Mergers and Acquisitions Within the Mining Industry
Fueled by strong commodity prices and repaired balance sheets, mergers and acquisition (M&As) in the global mining sector has accelerated. It takes an expert to recognize and consider the variables inherent in larger transactions, bolt-on acquisitions, and cross-border deals in emerging markets.
In mining-industry M&A transactions, both buyers and sellers are at risk of not creating adequate value in acquisition or disposal. The main issues behind lack of success are:
For buyers:
- Overpayment.
- Post-deal completion issues such as uninsured legacy liabilities.
- Failure to integrate the target smoothly and efficiently.
For sellers:
- Purchase price disputes.
- Post-deal completion issues such as warranty and indemnity claims.
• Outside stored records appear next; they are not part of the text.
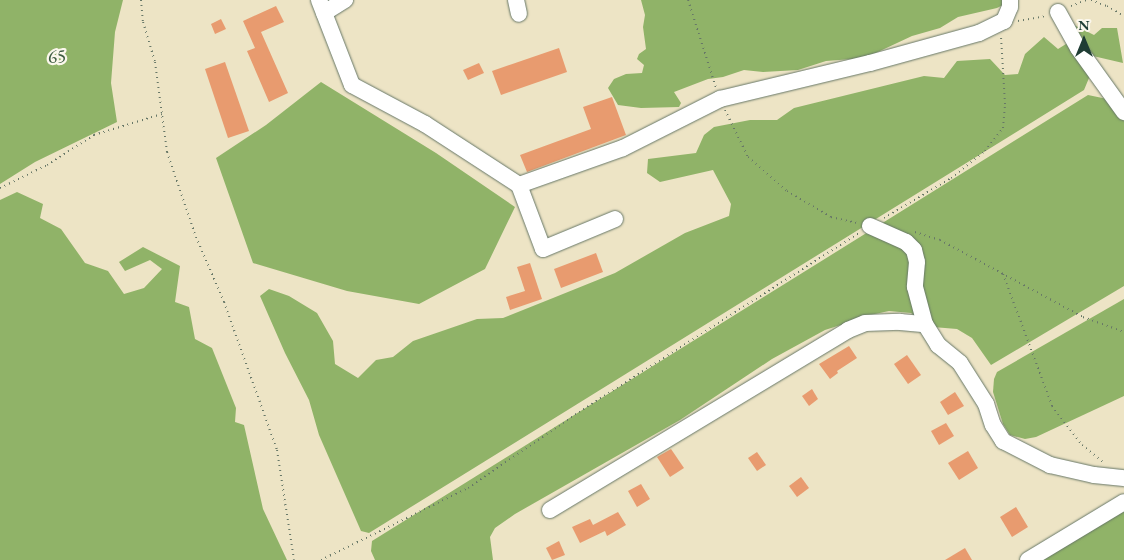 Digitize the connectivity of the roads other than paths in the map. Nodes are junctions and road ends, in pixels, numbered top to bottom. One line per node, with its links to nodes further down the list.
1 (345, 0): 3 (street)
2 (1010, 0): 6 (street)
3 (322, 7): 6 (street)
4 (1058, 12): 5 (street)
5 (1124, 112)
6 (519, 185): 7 (street)
7 (615, 219)
8 (870, 226): 9 (street)
9 (924, 324): 10 (street); 12 (street)
10 (1123, 478)
11 (1124, 502): 13 (street)
12 (550, 510)
13 (1028, 560) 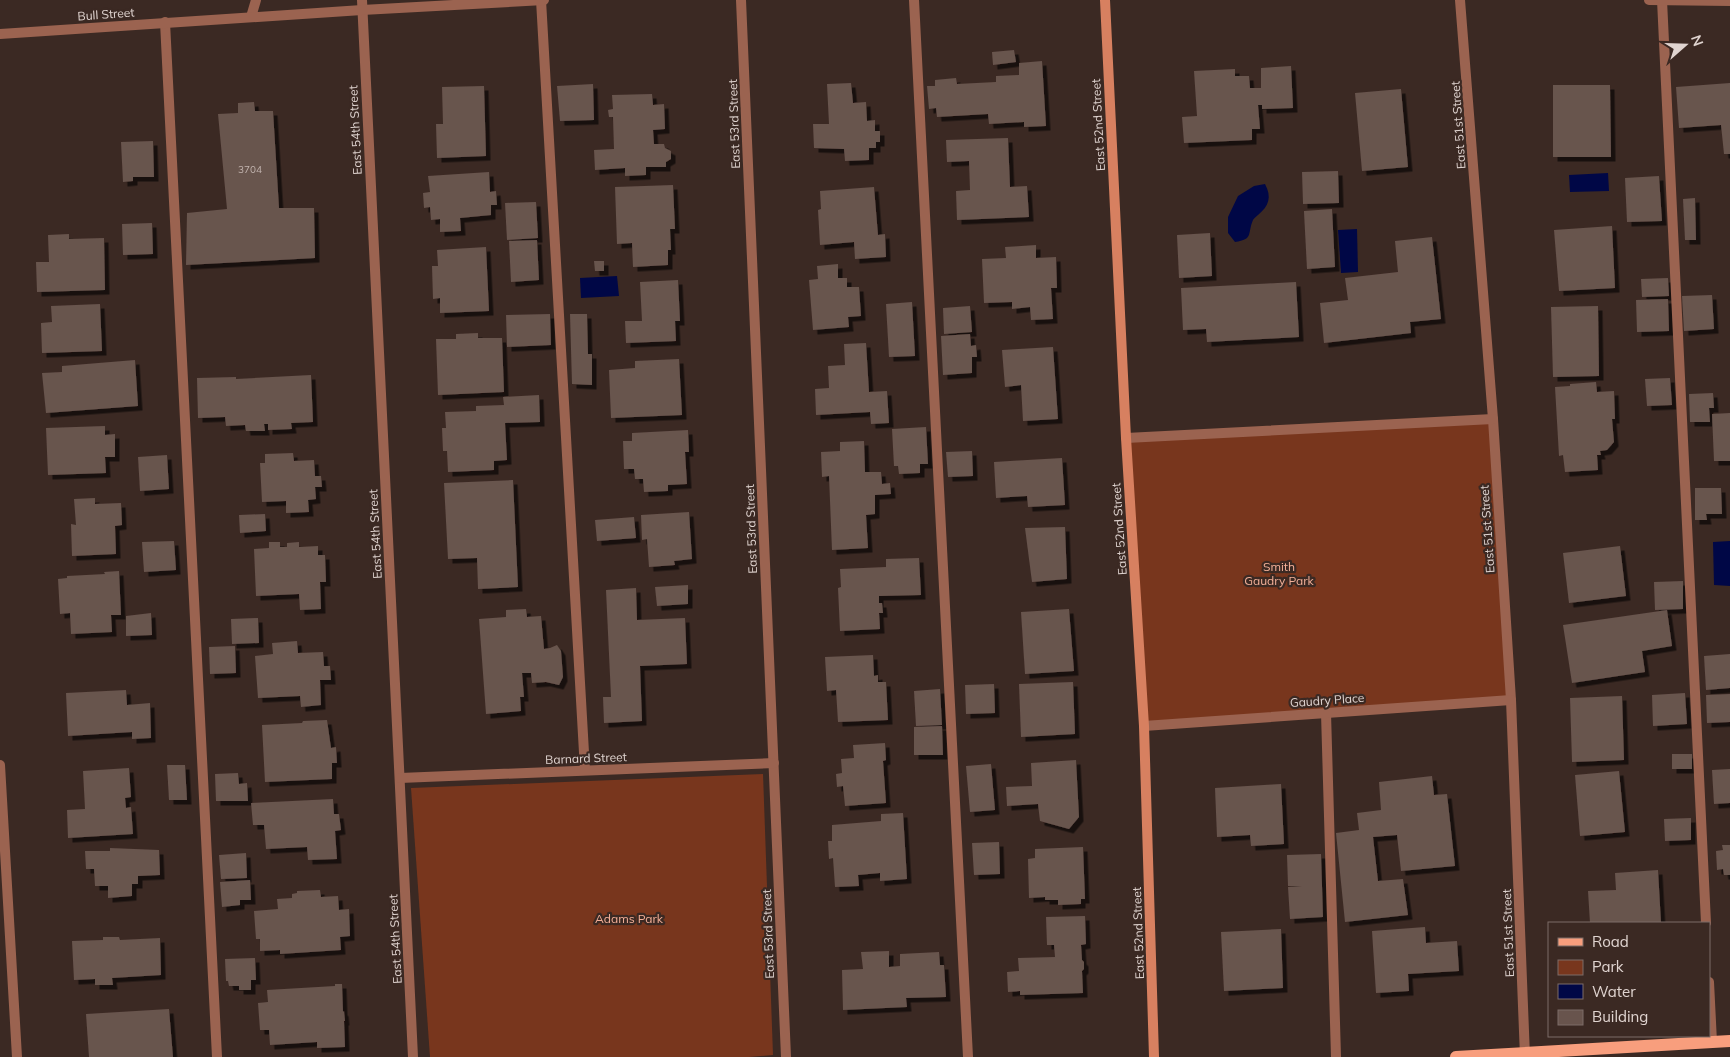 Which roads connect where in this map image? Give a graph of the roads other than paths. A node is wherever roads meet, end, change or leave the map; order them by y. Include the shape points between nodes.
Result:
1 (256, 0) edge
2 (542, 0) edge
3 (741, 0) edge
4 (914, 0) edge
5 (1105, 0) edge
6 (1460, 0) edge
7 (1649, 0) edge
8 (1662, 0) edge
9 (1730, 1) edge
10 (362, 5) edge
11 (251, 17) junction
12 (165, 22) junction
13 (0, 34) edge
14 (1493, 419) junction
15 (1126, 438) junction
16 (1511, 700) junction
17 (1326, 713) junction
18 (1144, 726) junction
19 (774, 763) junction
20 (0, 764) edge
21 (586, 770) junction
22 (400, 778) junction
23 (1706, 922) edge
24 (1710, 1002) edge
25 (1712, 1042) junction
26 (1730, 1042) edge
27 (1525, 1055) edge
28 (17, 1057) edge
29 (217, 1057) edge
30 (413, 1057) edge
31 (786, 1057) edge
32 (968, 1057) edge
33 (1154, 1057) edge
34 (1336, 1057) edge
35 (1456, 1057) edge

1 - 11 street
2 - 10 street, Bull Street
2 - 21 street
3 - 19 street, East 53rd Street
4 - 32 street
5 - 15 main road, East 52nd Street
6 - 14 street, East 51st Street
7 - 8 street
8 - 9 street
8 - 23 street
10 - 11 street, Bull Street
10 - 22 street, East 54th Street
11 - 12 street, Bull Street
12 - 13 street, Bull Street
12 - 29 street
14 - 15 street
14 - 16 street, East 51st Street
15 - 18 main road, East 52nd Street
16 - 17 street, Gaudry Place
16 - 27 street, East 51st Street
17 - 18 street, Gaudry Place
17 - 34 street
18 - 33 main road, East 52nd Street
19 - 21 street, Barnard Street
19 - 31 street, East 53rd Street
20 - 28 street
21 - 22 street, Barnard Street
22 - 30 street, East 54th Street
24 - 25 street
25 - 26 main road
25 - 27 main road
27 - 35 main road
Understanding the cause and impact of these issues can mean:
- A more efficient price, avoiding overpayment or post-close surprises.
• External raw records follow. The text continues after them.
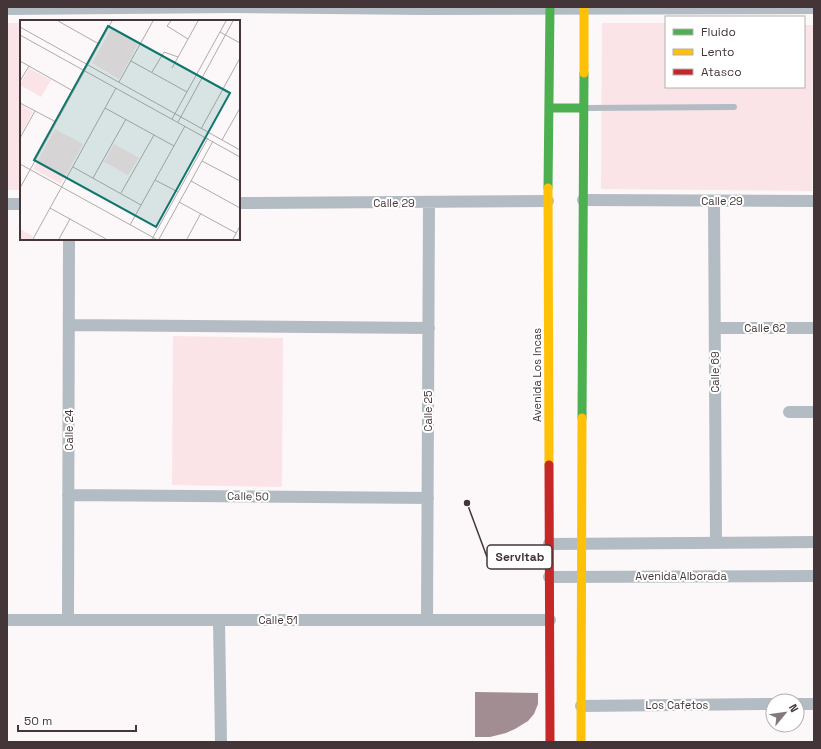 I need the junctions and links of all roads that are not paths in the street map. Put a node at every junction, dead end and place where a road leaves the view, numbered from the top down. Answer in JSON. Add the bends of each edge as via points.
{"nodes":[{"id":1,"x":712,"y":7,"type":"edge"},
{"id":2,"x":425,"y":8,"type":"edge"},
{"id":3,"x":550,"y":8,"type":"edge"},
{"id":4,"x":584,"y":8,"type":"edge"},
{"id":5,"x":814,"y":8,"type":"edge"},
{"id":6,"x":7,"y":9,"type":"edge"},
{"id":7,"x":734,"y":107,"type":"dead end"},
{"id":8,"x":550,"y":108,"type":"junction"},
{"id":9,"x":584,"y":108,"type":"junction"},
{"id":10,"x":583,"y":200,"type":"junction"},
{"id":11,"x":548,"y":201,"type":"junction"},
{"id":12,"x":714,"y":201,"type":"junction"},
{"id":13,"x":814,"y":201,"type":"edge"},
{"id":14,"x":429,"y":202,"type":"junction"},
{"id":15,"x":240,"y":203,"type":"edge"},
{"id":16,"x":7,"y":204,"type":"edge"},
{"id":17,"x":20,"y":204,"type":"edge"},
{"id":18,"x":69,"y":240,"type":"edge"},
{"id":19,"x":69,"y":325,"type":"junction"},
{"id":20,"x":429,"y":328,"type":"junction"},
{"id":21,"x":715,"y":328,"type":"junction"},
{"id":22,"x":814,"y":328,"type":"edge"},
{"id":23,"x":789,"y":412,"type":"dead end"},
{"id":24,"x":814,"y":412,"type":"edge"},
{"id":25,"x":68,"y":495,"type":"junction"},
{"id":26,"x":428,"y":498,"type":"junction"},
{"id":27,"x":814,"y":542,"type":"edge"},
{"id":28,"x":716,"y":543,"type":"junction"},
{"id":29,"x":549,"y":544,"type":"junction"},
{"id":30,"x":582,"y":544,"type":"junction"},
{"id":31,"x":814,"y":576,"type":"edge"},
{"id":32,"x":549,"y":577,"type":"junction"},
{"id":33,"x":582,"y":577,"type":"junction"},
{"id":34,"x":7,"y":620,"type":"edge"},
{"id":35,"x":68,"y":620,"type":"junction"},
{"id":36,"x":220,"y":620,"type":"junction"},
{"id":37,"x":427,"y":620,"type":"junction"},
{"id":38,"x":550,"y":620,"type":"junction"},
{"id":39,"x":765,"y":704,"type":"edge"},
{"id":40,"x":581,"y":706,"type":"junction"},
{"id":41,"x":221,"y":742,"type":"edge"},
{"id":42,"x":550,"y":742,"type":"edge"},
{"id":43,"x":581,"y":742,"type":"edge"}],
"edges":[{"from":1,"to":4,"type":"street"},
{"from":1,"to":5,"type":"street"},
{"from":2,"to":3,"type":"street"},
{"from":2,"to":6,"type":"street"},
{"from":3,"to":4,"type":"street"},
{"from":3,"to":8,"type":"main road","name":"Avenida Los Incas"},
{"from":4,"to":9,"type":"main road"},
{"from":7,"to":9,"type":"lane"},
{"from":8,"to":9,"type":"main road"},
{"from":8,"to":11,"type":"main road","name":"Avenida Los Incas"},
{"from":9,"to":10,"type":"main road"},
{"from":10,"to":12,"type":"street","name":"Calle 29"},
{"from":10,"to":30,"type":"main road"},
{"from":11,"to":14,"type":"street","name":"Calle 29"},
{"from":11,"to":29,"type":"main road","name":"Avenida Los Incas"},
{"from":12,"to":13,"type":"street","name":"Calle 29"},
{"from":12,"to":21,"type":"street","name":"Calle 69"},
{"from":14,"to":15,"type":"street","name":"Calle 29"},
{"from":14,"to":20,"type":"street","name":"Calle 25"},
{"from":16,"to":17,"type":"street"},
{"from":18,"to":19,"type":"street","name":"Calle 24"},
{"from":19,"to":20,"type":"street"},
{"from":19,"to":25,"type":"street","name":"Calle 24"},
{"from":20,"to":26,"type":"street","name":"Calle 25"},
{"from":21,"to":22,"type":"street","name":"Calle 62"},
{"from":21,"to":28,"type":"street","name":"Calle 69"},
{"from":23,"to":24,"type":"street"},
{"from":25,"to":26,"type":"street","name":"Calle 50"},
{"from":25,"to":35,"type":"street","name":"Calle 24"},
{"from":26,"to":37,"type":"street","name":"Calle 25"},
{"from":27,"to":28,"type":"street"},
{"from":28,"to":30,"type":"street"},
{"from":29,"to":30,"type":"street"},
{"from":29,"to":32,"type":"main road","name":"Avenida Los Incas"},
{"from":30,"to":33,"type":"main road"},
{"from":31,"to":33,"type":"street","name":"Avenida Alborada"},
{"from":32,"to":33,"type":"street","name":"Avenida Alborada"},
{"from":32,"to":38,"type":"main road","name":"Avenida Los Incas"},
{"from":33,"to":40,"type":"main road"},
{"from":34,"to":35,"type":"street","name":"Calle 51"},
{"from":35,"to":36,"type":"street","name":"Calle 51"},
{"from":36,"to":37,"type":"street","name":"Calle 51"},
{"from":36,"to":41,"type":"street"},
{"from":37,"to":38,"type":"street","name":"Calle 51"},
{"from":38,"to":42,"type":"main road","name":"Avenida Los Incas"},
{"from":39,"to":40,"type":"street","name":"Los Cafetos"},
{"from":40,"to":43,"type":"main road"}]}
- Improved sale and purchase agreements, avoiding ambiguities in the purchase and sale agreement.
- Smoother, faster integration, avoiding delays.
- More efficient corporate governance.
What We Offer
Risk and insurance due diligence reduces the level of uncertainty and reduces the risk of surprises after a deal closes. Marsh’s Private Equity and M&A practice (PEMA) works to provide risk and insurance advice that complements traditional financial, legal, and commercial due diligence. Our advice enables you to better understand the risks in an M&A transaction, and factor those risks into negotiations and pricing. Among the benefits we provide are:
For buyers:
- Identify risk and insurance issues that affect financial negotiations, such as large retentions, self-insurance, etc.
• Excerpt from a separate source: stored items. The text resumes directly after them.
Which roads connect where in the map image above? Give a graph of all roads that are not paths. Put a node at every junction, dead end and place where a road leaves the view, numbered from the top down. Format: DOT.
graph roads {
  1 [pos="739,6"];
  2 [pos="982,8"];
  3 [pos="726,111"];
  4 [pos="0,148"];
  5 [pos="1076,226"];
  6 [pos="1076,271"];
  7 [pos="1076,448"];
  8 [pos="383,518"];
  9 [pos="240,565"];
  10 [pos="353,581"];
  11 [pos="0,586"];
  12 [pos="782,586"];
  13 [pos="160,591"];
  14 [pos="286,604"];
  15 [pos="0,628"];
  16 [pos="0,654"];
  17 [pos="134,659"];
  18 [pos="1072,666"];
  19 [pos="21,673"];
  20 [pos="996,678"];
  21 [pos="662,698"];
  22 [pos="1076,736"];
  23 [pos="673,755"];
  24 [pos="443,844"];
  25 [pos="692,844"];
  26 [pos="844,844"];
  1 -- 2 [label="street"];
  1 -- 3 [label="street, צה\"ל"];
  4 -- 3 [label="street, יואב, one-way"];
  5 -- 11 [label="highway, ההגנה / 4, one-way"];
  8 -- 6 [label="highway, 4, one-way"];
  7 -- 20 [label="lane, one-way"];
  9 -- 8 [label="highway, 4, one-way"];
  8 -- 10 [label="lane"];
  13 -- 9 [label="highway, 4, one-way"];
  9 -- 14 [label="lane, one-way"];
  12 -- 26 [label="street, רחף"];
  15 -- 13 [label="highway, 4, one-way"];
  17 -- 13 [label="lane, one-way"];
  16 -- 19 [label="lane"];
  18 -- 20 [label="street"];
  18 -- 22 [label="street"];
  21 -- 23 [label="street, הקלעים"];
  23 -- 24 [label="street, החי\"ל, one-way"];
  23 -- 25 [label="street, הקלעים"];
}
- Evaluate insurance programs to determine the quality and extent of remaining insurance limits, as well as the solvency of historic insurers.
- Identify and resolve issues in the sale and purchase agreement.
For sellers:
- Identify potential issues that may influence the deal.
- Identify carve-out costs that may be used by the buyer to negotiate price.
- Develop pro-forma insurance cost projections.
- Determine the adequacy of reserves in cases of self-insurance.
- Place a range of transactional risk solutions, to provide cover against deal obstacles that can lead to purchase price disputes.